Here’s my in-depth 2 cents:
This is a tragic and unnecessary death and my heart goes out to the family. According to the article, this actually occurred a year ago today (April 27, 2006), but the case was just filed in Los Angeles Superior Court, and thus made public. From what I could get out of the court filing I read, there was an overdose of some medication (I believe it was Lidocaine) and the response of the professionals in attendance was inadequate to address either the medication that was overdosed or the proper management of the critical emergency with basic life support activities. Why did it happen? Is it a real risk for people wanting to undergo a hair transplant procedure? Are hair transplant procedures any more risky than other plastic surgery procedures or even a dental office procedure? These questions have been raised because of this news release and I would be remiss not to discuss this at some level of detail.

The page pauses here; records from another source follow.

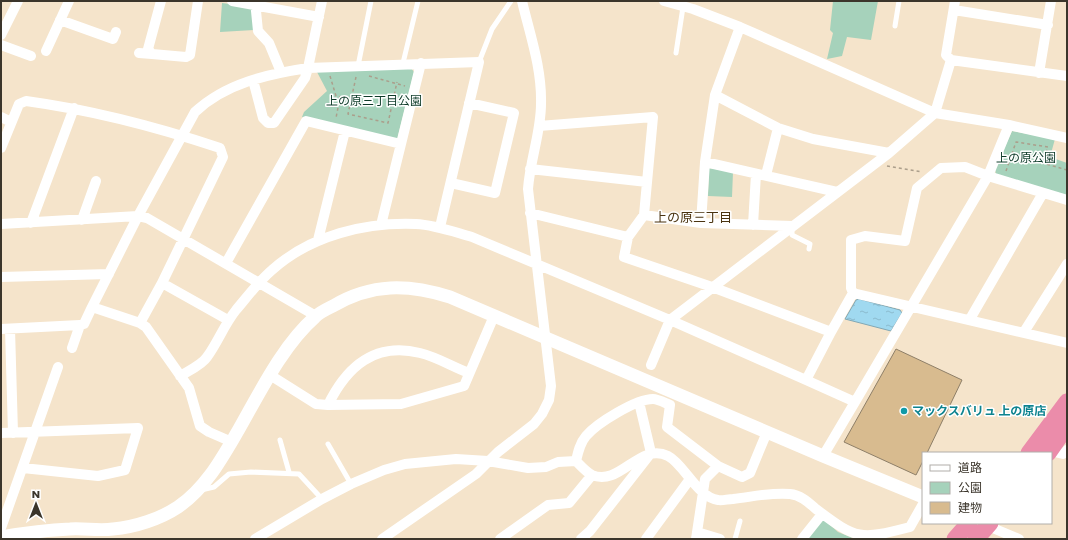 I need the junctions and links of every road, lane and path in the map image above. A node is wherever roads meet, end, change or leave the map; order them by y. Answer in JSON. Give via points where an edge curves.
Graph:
{"nodes":[{"id":1,"x":18,"y":1,"type":"edge"},
{"id":2,"x":69,"y":1,"type":"edge"},
{"id":3,"x":160,"y":1,"type":"edge"},
{"id":4,"x":198,"y":1,"type":"edge"},
{"id":5,"x":232,"y":1,"type":"edge"},
{"id":6,"x":322,"y":1,"type":"edge"},
{"id":7,"x":371,"y":1,"type":"edge"},
{"id":8,"x":418,"y":1,"type":"edge"},
{"id":9,"x":511,"y":1,"type":"edge"},
{"id":10,"x":522,"y":1,"type":"edge"},
{"id":11,"x":664,"y":1,"type":"edge"},
{"id":12,"x":899,"y":1,"type":"edge"},
{"id":13,"x":1051,"y":1,"type":"edge"},
{"id":14,"x":255,"y":3,"type":"edge"},
{"id":15,"x":955,"y":5,"type":"edge"},
{"id":16,"x":691,"y":6,"type":"edge"},
{"id":17,"x":319,"y":17,"type":"junction"},
{"id":18,"x":60,"y":20,"type":"junction"},
{"id":19,"x":1048,"y":25,"type":"junction"},
{"id":20,"x":895,"y":26,"type":"dead end"},
{"id":21,"x":740,"y":27,"type":"junction"},
{"id":22,"x":1,"y":35,"type":"edge"},
{"id":23,"x":113,"y":39,"type":"dead end"},
{"id":24,"x":1,"y":45,"type":"edge"},
{"id":25,"x":46,"y":51,"type":"dead end"},
{"id":26,"x":139,"y":53,"type":"dead end"},
{"id":27,"x":676,"y":53,"type":"dead end"},
{"id":28,"x":152,"y":54,"type":"junction"},
{"id":29,"x":31,"y":56,"type":"dead end"},
{"id":30,"x":951,"y":60,"type":"junction"},
{"id":31,"x":479,"y":62,"type":"junction"},
{"id":32,"x":421,"y":63,"type":"junction"},
{"id":33,"x":403,"y":64,"type":"junction"},
{"id":34,"x":327,"y":67,"type":"junction"},
{"id":35,"x":308,"y":68,"type":"junction"},
{"id":36,"x":357,"y":69,"type":"junction"},
{"id":37,"x":281,"y":72,"type":"junction"},
{"id":38,"x":1039,"y":72,"type":"junction"},
{"id":39,"x":1067,"y":76,"type":"edge"},
{"id":40,"x":254,"y":80,"type":"junction"},
{"id":41,"x":397,"y":82,"type":"junction"},
{"id":42,"x":413,"y":95,"type":"junction"},
{"id":43,"x":715,"y":95,"type":"junction"},
{"id":44,"x":340,"y":96,"type":"junction"},
{"id":45,"x":351,"y":98,"type":"junction"},
{"id":46,"x":469,"y":103,"type":"junction"},
{"id":47,"x":74,"y":108,"type":"junction"},
{"id":48,"x":935,"y":113,"type":"junction"},
{"id":49,"x":337,"y":115,"type":"dead end"},
{"id":50,"x":1,"y":117,"type":"edge"},
{"id":51,"x":11,"y":122,"type":"junction"},
{"id":52,"x":1009,"y":125,"type":"junction"},
{"id":53,"x":539,"y":126,"type":"junction"},
{"id":54,"x":778,"y":128,"type":"junction"},
{"id":55,"x":345,"y":131,"type":"junction"},
{"id":56,"x":183,"y":136,"type":"junction"},
{"id":57,"x":1067,"y":138,"type":"edge"},
{"id":58,"x":402,"y":144,"type":"junction"},
{"id":59,"x":1,"y":148,"type":"edge"},
{"id":60,"x":889,"y":153,"type":"junction"},
{"id":61,"x":706,"y":162,"type":"junction"},
{"id":62,"x":875,"y":164,"type":"junction"},
{"id":63,"x":530,"y":169,"type":"junction"},
{"id":64,"x":1067,"y":170,"type":"edge"},
{"id":65,"x":910,"y":171,"type":"dead end"},
{"id":66,"x":1012,"y":173,"type":"dead end"},
{"id":67,"x":761,"y":175,"type":"junction"},
{"id":68,"x":988,"y":176,"type":"junction"},
{"id":69,"x":96,"y":181,"type":"dead end"},
{"id":70,"x":647,"y":182,"type":"junction"},
{"id":71,"x":451,"y":183,"type":"junction"},
{"id":72,"x":837,"y":192,"type":"junction"},
{"id":73,"x":1043,"y":193,"type":"junction"},
{"id":74,"x":1067,"y":200,"type":"edge"},
{"id":75,"x":530,"y":213,"type":"junction"},
{"id":76,"x":138,"y":216,"type":"junction"},
{"id":77,"x":644,"y":216,"type":"junction"},
{"id":78,"x":82,"y":220,"type":"junction"},
{"id":79,"x":31,"y":223,"type":"junction"},
{"id":80,"x":701,"y":223,"type":"junction"},
{"id":81,"x":1,"y":224,"type":"edge"},
{"id":82,"x":382,"y":225,"type":"junction"},
{"id":83,"x":753,"y":225,"type":"junction"},
{"id":84,"x":792,"y":226,"type":"junction"},
{"id":85,"x":440,"y":227,"type":"junction"},
{"id":86,"x":628,"y":237,"type":"junction"},
{"id":87,"x":182,"y":239,"type":"junction"},
{"id":88,"x":318,"y":240,"type":"junction"},
{"id":89,"x":809,"y":248,"type":"dead end"},
{"id":90,"x":226,"y":263,"type":"junction"},
{"id":91,"x":536,"y":263,"type":"junction"},
{"id":92,"x":1067,"y":264,"type":"edge"},
{"id":93,"x":109,"y":274,"type":"junction"},
{"id":94,"x":1,"y":277,"type":"edge"},
{"id":95,"x":162,"y":283,"type":"junction"},
{"id":96,"x":258,"y":283,"type":"junction"},
{"id":97,"x":712,"y":287,"type":"junction"},
{"id":98,"x":853,"y":293,"type":"junction"},
{"id":99,"x":912,"y":306,"type":"junction"},
{"id":100,"x":92,"y":307,"type":"junction"},
{"id":101,"x":316,"y":316,"type":"junction"},
{"id":102,"x":494,"y":316,"type":"junction"},
{"id":103,"x":970,"y":319,"type":"junction"},
{"id":104,"x":228,"y":320,"type":"junction"},
{"id":105,"x":670,"y":320,"type":"junction"},
{"id":106,"x":140,"y":323,"type":"junction"},
{"id":107,"x":80,"y":325,"type":"junction"},
{"id":108,"x":5,"y":329,"type":"edge"},
{"id":109,"x":831,"y":332,"type":"junction"},
{"id":110,"x":1024,"y":332,"type":"junction"},
{"id":111,"x":546,"y":338,"type":"junction"},
{"id":112,"x":1067,"y":343,"type":"edge"},
{"id":113,"x":72,"y":348,"type":"dead end"},
{"id":114,"x":651,"y":365,"type":"dead end"},
{"id":115,"x":58,"y":367,"type":"dead end"},
{"id":116,"x":469,"y":373,"type":"junction"},
{"id":117,"x":270,"y":375,"type":"junction"},
{"id":118,"x":180,"y":376,"type":"junction"},
{"id":119,"x":806,"y":380,"type":"junction"},
{"id":120,"x":639,"y":402,"type":"junction"},
{"id":121,"x":855,"y":402,"type":"junction"},
{"id":122,"x":1067,"y":402,"type":"edge"},
{"id":123,"x":328,"y":405,"type":"junction"},
{"id":124,"x":1067,"y":426,"type":"edge"},
{"id":125,"x":14,"y":432,"type":"junction"},
{"id":126,"x":34,"y":432,"type":"junction"},
{"id":127,"x":767,"y":432,"type":"junction"},
{"id":128,"x":1,"y":433,"type":"edge"},
{"id":129,"x":280,"y":440,"type":"dead end"},
{"id":130,"x":232,"y":442,"type":"junction"},
{"id":131,"x":328,"y":444,"type":"dead end"},
{"id":132,"x":1067,"y":450,"type":"edge"},
{"id":133,"x":1030,"y":452,"type":"edge"},
{"id":134,"x":1049,"y":452,"type":"edge"},
{"id":135,"x":1052,"y":452,"type":"edge"},
{"id":136,"x":651,"y":453,"type":"junction"},
{"id":137,"x":823,"y":456,"type":"junction"},
{"id":138,"x":488,"y":461,"type":"junction"},
{"id":139,"x":576,"y":461,"type":"junction"},
{"id":140,"x":718,"y":466,"type":"junction"},
{"id":141,"x":23,"y":468,"type":"junction"},
{"id":142,"x":289,"y":472,"type":"junction"},
{"id":143,"x":592,"y":475,"type":"junction"},
{"id":144,"x":690,"y":479,"type":"junction"},
{"id":145,"x":351,"y":484,"type":"junction"},
{"id":146,"x":200,"y":490,"type":"junction"},
{"id":147,"x":703,"y":492,"type":"junction"},
{"id":148,"x":922,"y":497,"type":"edge"},
{"id":149,"x":322,"y":499,"type":"junction"},
{"id":150,"x":922,"y":506,"type":"edge"},
{"id":151,"x":822,"y":514,"type":"junction"},
{"id":152,"x":740,"y":521,"type":"dead end"},
{"id":153,"x":968,"y":524,"type":"edge"},
{"id":154,"x":986,"y":524,"type":"edge"},
{"id":155,"x":1,"y":528,"type":"edge"},
{"id":156,"x":696,"y":535,"type":"edge"},
{"id":157,"x":390,"y":536,"type":"edge"},
{"id":158,"x":1,"y":537,"type":"edge"},
{"id":159,"x":261,"y":537,"type":"edge"},
{"id":160,"x":382,"y":539,"type":"edge"},
{"id":161,"x":500,"y":539,"type":"edge"},
{"id":162,"x":581,"y":539,"type":"edge"},
{"id":163,"x":646,"y":539,"type":"edge"},
{"id":164,"x":720,"y":539,"type":"edge"},
{"id":165,"x":735,"y":539,"type":"edge"},
{"id":166,"x":802,"y":539,"type":"edge"},
{"id":167,"x":955,"y":539,"type":"edge"},
{"id":168,"x":976,"y":539,"type":"edge"},
{"id":169,"x":1019,"y":539,"type":"edge"}],
"edges":[{"from":1,"to":22,"type":"street"},
{"from":2,"to":18,"type":"street"},
{"from":3,"to":28,"type":"street","via":[[148,49]]},
{"from":4,"to":28,"type":"street","via":[[190,55],[186,57]]},
{"from":5,"to":14,"type":"street"},
{"from":6,"to":17,"type":"street"},
{"from":7,"to":36,"type":"lane"},
{"from":8,"to":33,"type":"lane"},
{"from":9,"to":31,"type":"lane","via":[[492,30]]},
{"from":10,"to":53,"type":"street","via":[[541,77]]},
{"from":11,"to":16,"type":"street"},
{"from":12,"to":20,"type":"lane"},
{"from":13,"to":19,"type":"street"},
{"from":14,"to":17,"type":"street"},
{"from":14,"to":37,"type":"street","via":[[258,31],[269,43]]},
{"from":15,"to":19,"type":"street"},
{"from":15,"to":30,"type":"street","via":[[946,55]]},
{"from":16,"to":21,"type":"street"},
{"from":16,"to":27,"type":"lane"},
{"from":17,"to":35,"type":"street"},
{"from":18,"to":23,"type":"street"},
{"from":18,"to":25,"type":"street"},
{"from":19,"to":38,"type":"street"},
{"from":21,"to":43,"type":"street"},
{"from":21,"to":48,"type":"street"},
{"from":24,"to":29,"type":"street"},
{"from":26,"to":28,"type":"street"},
{"from":30,"to":38,"type":"street"},
{"from":30,"to":48,"type":"street"},
{"from":31,"to":32,"type":"street"},
{"from":31,"to":46,"type":"street"},
{"from":32,"to":33,"type":"street"},
{"from":32,"to":42,"type":"street"},
{"from":33,"to":36,"type":"street"},
{"from":34,"to":35,"type":"street"},
{"from":34,"to":36,"type":"street"},
{"from":34,"to":44,"type":"path","via":[[336,96]]},
{"from":35,"to":37,"type":"street"},
{"from":35,"to":40,"type":"street","via":[[306,78],[274,123],[268,123],[263,118]]},
{"from":36,"to":41,"type":"path"},
{"from":36,"to":45,"type":"path"},
{"from":37,"to":40,"type":"street"},
{"from":38,"to":39,"type":"street"},
{"from":40,"to":56,"type":"street","via":[[226,89],[209,99],[195,112]]},
{"from":41,"to":42,"type":"path","via":[[405,84],[403,92]]},
{"from":41,"to":45,"type":"path","via":[[388,123],[348,114]]},
{"from":42,"to":58,"type":"street"},
{"from":43,"to":54,"type":"street"},
{"from":43,"to":61,"type":"street"},
{"from":44,"to":45,"type":"path"},
{"from":44,"to":49,"type":"path"},
{"from":46,"to":71,"type":"street"},
{"from":46,"to":71,"type":"street","via":[[514,113],[496,193]]},
{"from":47,"to":51,"type":"street","via":[[26,101],[19,104]]},
{"from":47,"to":56,"type":"street"},
{"from":47,"to":79,"type":"street"},
{"from":48,"to":52,"type":"street"},
{"from":48,"to":60,"type":"street"},
{"from":50,"to":51,"type":"street"},
{"from":51,"to":59,"type":"street"},
{"from":52,"to":57,"type":"street"},
{"from":52,"to":68,"type":"street"},
{"from":53,"to":63,"type":"street"},
{"from":53,"to":70,"type":"street","via":[[653,117]]},
{"from":54,"to":60,"type":"street","via":[[813,139]]},
{"from":54,"to":67,"type":"street"},
{"from":55,"to":58,"type":"street"},
{"from":55,"to":88,"type":"street"},
{"from":55,"to":90,"type":"street","via":[[306,121]]},
{"from":56,"to":76,"type":"street"},
{"from":56,"to":87,"type":"street","via":[[220,148],[224,157]]},
{"from":58,"to":82,"type":"street"},
{"from":60,"to":62,"type":"street"},
{"from":61,"to":67,"type":"street"},
{"from":61,"to":80,"type":"street"},
{"from":62,"to":65,"type":"path"},
{"from":62,"to":72,"type":"street"},
{"from":63,"to":70,"type":"street"},
{"from":63,"to":75,"type":"street"},
{"from":64,"to":66,"type":"path","via":[[1043,163],[1048,147],[1016,142],[1006,171]]},
{"from":67,"to":72,"type":"street"},
{"from":67,"to":83,"type":"street"},
{"from":68,"to":73,"type":"street"},
{"from":68,"to":98,"type":"street","via":[[965,167],[941,168],[917,188],[905,241],[865,236],[851,240]]},
{"from":68,"to":99,"type":"street"},
{"from":69,"to":78,"type":"street"},
{"from":70,"to":77,"type":"street"},
{"from":71,"to":85,"type":"street"},
{"from":72,"to":84,"type":"street"},
{"from":73,"to":74,"type":"street"},
{"from":73,"to":103,"type":"street"},
{"from":75,"to":86,"type":"street"},
{"from":75,"to":91,"type":"street"},
{"from":76,"to":78,"type":"street"},
{"from":76,"to":87,"type":"street"},
{"from":76,"to":93,"type":"street"},
{"from":77,"to":80,"type":"street"},
{"from":77,"to":86,"type":"street"},
{"from":78,"to":79,"type":"street"},
{"from":79,"to":81,"type":"street"},
{"from":80,"to":83,"type":"street"},
{"from":82,"to":85,"type":"street","via":[[417,224]]},
{"from":82,"to":88,"type":"street","via":[[349,230]]},
{"from":83,"to":84,"type":"street"},
{"from":84,"to":89,"type":"lane","via":[[792,235],[810,244]]},
{"from":84,"to":97,"type":"street"},
{"from":85,"to":91,"type":"street"},
{"from":86,"to":97,"type":"street","via":[[624,257]]},
{"from":87,"to":90,"type":"street"},
{"from":87,"to":95,"type":"street"},
{"from":88,"to":96,"type":"street","via":[[291,255]]},
{"from":90,"to":96,"type":"street"},
{"from":91,"to":105,"type":"street"},
{"from":91,"to":111,"type":"street"},
{"from":92,"to":110,"type":"street"},
{"from":93,"to":94,"type":"street"},
{"from":93,"to":100,"type":"street"},
{"from":95,"to":104,"type":"street"},
{"from":95,"to":106,"type":"street"},
{"from":96,"to":101,"type":"street"},
{"from":96,"to":104,"type":"street"},
{"from":97,"to":105,"type":"street"},
{"from":97,"to":109,"type":"street"},
{"from":98,"to":99,"type":"street"},
{"from":98,"to":109,"type":"street"},
{"from":99,"to":103,"type":"street"},
{"from":99,"to":121,"type":"street"},
{"from":100,"to":106,"type":"street"},
{"from":100,"to":107,"type":"street","via":[[84,324]]},
{"from":101,"to":102,"type":"street","via":[[358,294],[405,287],[450,296]]},
{"from":101,"to":117,"type":"street"},
{"from":102,"to":111,"type":"street"},
{"from":102,"to":116,"type":"street"},
{"from":103,"to":110,"type":"street"},
{"from":104,"to":118,"type":"street","via":[[207,358]]},
{"from":105,"to":114,"type":"street"},
{"from":105,"to":119,"type":"street"},
{"from":106,"to":118,"type":"street","via":[[146,327]]},
{"from":107,"to":108,"type":"street"},
{"from":107,"to":113,"type":"street"},
{"from":108,"to":125,"type":"street"},
{"from":109,"to":119,"type":"street"},
{"from":110,"to":112,"type":"street"},
{"from":111,"to":127,"type":"street"},
{"from":111,"to":138,"type":"street","via":[[551,386],[549,400],[534,424]]},
{"from":115,"to":126,"type":"street"},
{"from":116,"to":123,"type":"street","via":[[464,386],[401,404]]},
{"from":116,"to":123,"type":"street","via":[[421,353],[402,350],[385,352],[358,363],[342,380]]},
{"from":117,"to":123,"type":"street","via":[[316,404]]},
{"from":117,"to":130,"type":"street"},
{"from":118,"to":130,"type":"street","via":[[189,388],[200,426]]},
{"from":119,"to":121,"type":"street"},
{"from":120,"to":136,"type":"street"},
{"from":120,"to":139,"type":"street","via":[[619,411],[586,436]]},
{"from":120,"to":140,"type":"street","via":[[653,399],[670,405],[667,427]]},
{"from":121,"to":137,"type":"street"},
{"from":122,"to":133,"type":"highway"},
{"from":124,"to":134,"type":"highway"},
{"from":125,"to":126,"type":"street"},
{"from":125,"to":128,"type":"street"},
{"from":126,"to":141,"type":"street"},
{"from":126,"to":141,"type":"street","via":[[138,428],[126,470],[98,476]]},
{"from":127,"to":137,"type":"street"},
{"from":127,"to":140,"type":"street","via":[[750,473],[742,477]]},
{"from":129,"to":142,"type":"lane"},
{"from":130,"to":146,"type":"street"},
{"from":131,"to":145,"type":"lane"},
{"from":132,"to":135,"type":"street","via":[[1063,454]]},
{"from":136,"to":143,"type":"street","via":[[616,473]]},
{"from":136,"to":144,"type":"street","via":[[669,456]]},
{"from":136,"to":162,"type":"street"},
{"from":137,"to":148,"type":"street"},
{"from":138,"to":139,"type":"street","via":[[528,468]]},
{"from":138,"to":145,"type":"street","via":[[456,459],[405,464]]},
{"from":138,"to":157,"type":"street","via":[[476,474]]},
{"from":139,"to":143,"type":"street"},
{"from":140,"to":147,"type":"street","via":[[705,479]]},
{"from":141,"to":155,"type":"street"},
{"from":142,"to":146,"type":"lane","via":[[229,474],[214,487]]},
{"from":142,"to":149,"type":"lane","via":[[300,474]]},
{"from":143,"to":161,"type":"street","via":[[569,503],[548,505]]},
{"from":144,"to":147,"type":"street"},
{"from":144,"to":163,"type":"street"},
{"from":145,"to":149,"type":"street"},
{"from":146,"to":158,"type":"street","via":[[165,514],[132,526],[37,531]]},
{"from":147,"to":151,"type":"street","via":[[717,500],[792,494],[804,499]]},
{"from":147,"to":156,"type":"street"},
{"from":149,"to":159,"type":"street"},
{"from":150,"to":151,"type":"street","via":[[910,528],[876,536],[858,537],[840,529]]},
{"from":151,"to":166,"type":"street"},
{"from":152,"to":165,"type":"lane"},
{"from":153,"to":167,"type":"highway"},
{"from":154,"to":168,"type":"highway"},
{"from":154,"to":169,"type":"street"},
{"from":156,"to":164,"type":"street"},
{"from":157,"to":160,"type":"street"}]}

Why this happened is something that we will not know until all of the facts of this case are revealed in the legal proceedings, but I can tell you that I am unaware of any death other than this one (in anybody’s hands, anywhere in North America) that has occurred in the years since I have been a hair transplant surgeon (1991 – present). Hair transplantation, or any surgical procedure, has its greatest risk associated with the anesthetic used. If the patient only has local anesthesia, then the risks should be almost minimal, yet this patient apparently died from the simplest form of local anesthesia. But, like any medication, there are known risks of Lidocaine. eMedicine says, “If untreated, local anesthetic toxicity can result in seizures, respiratory depression or arrest, hypotension, cardiovascular collapse or cardiac arrest, and death.” This begs answers to questions which have not yet been posed. I am resolute in stating that local anesthesia is absolutely safe, provided that the person administering it does so in a competent manner. Tylenol, aspirin, vitamins, alcohol and other such substances should be absolutely safe, but on very rare occasions, each of these can kill. When used in ‘overdose’ and untreated, these medications (including Lidocaine) can be lethal.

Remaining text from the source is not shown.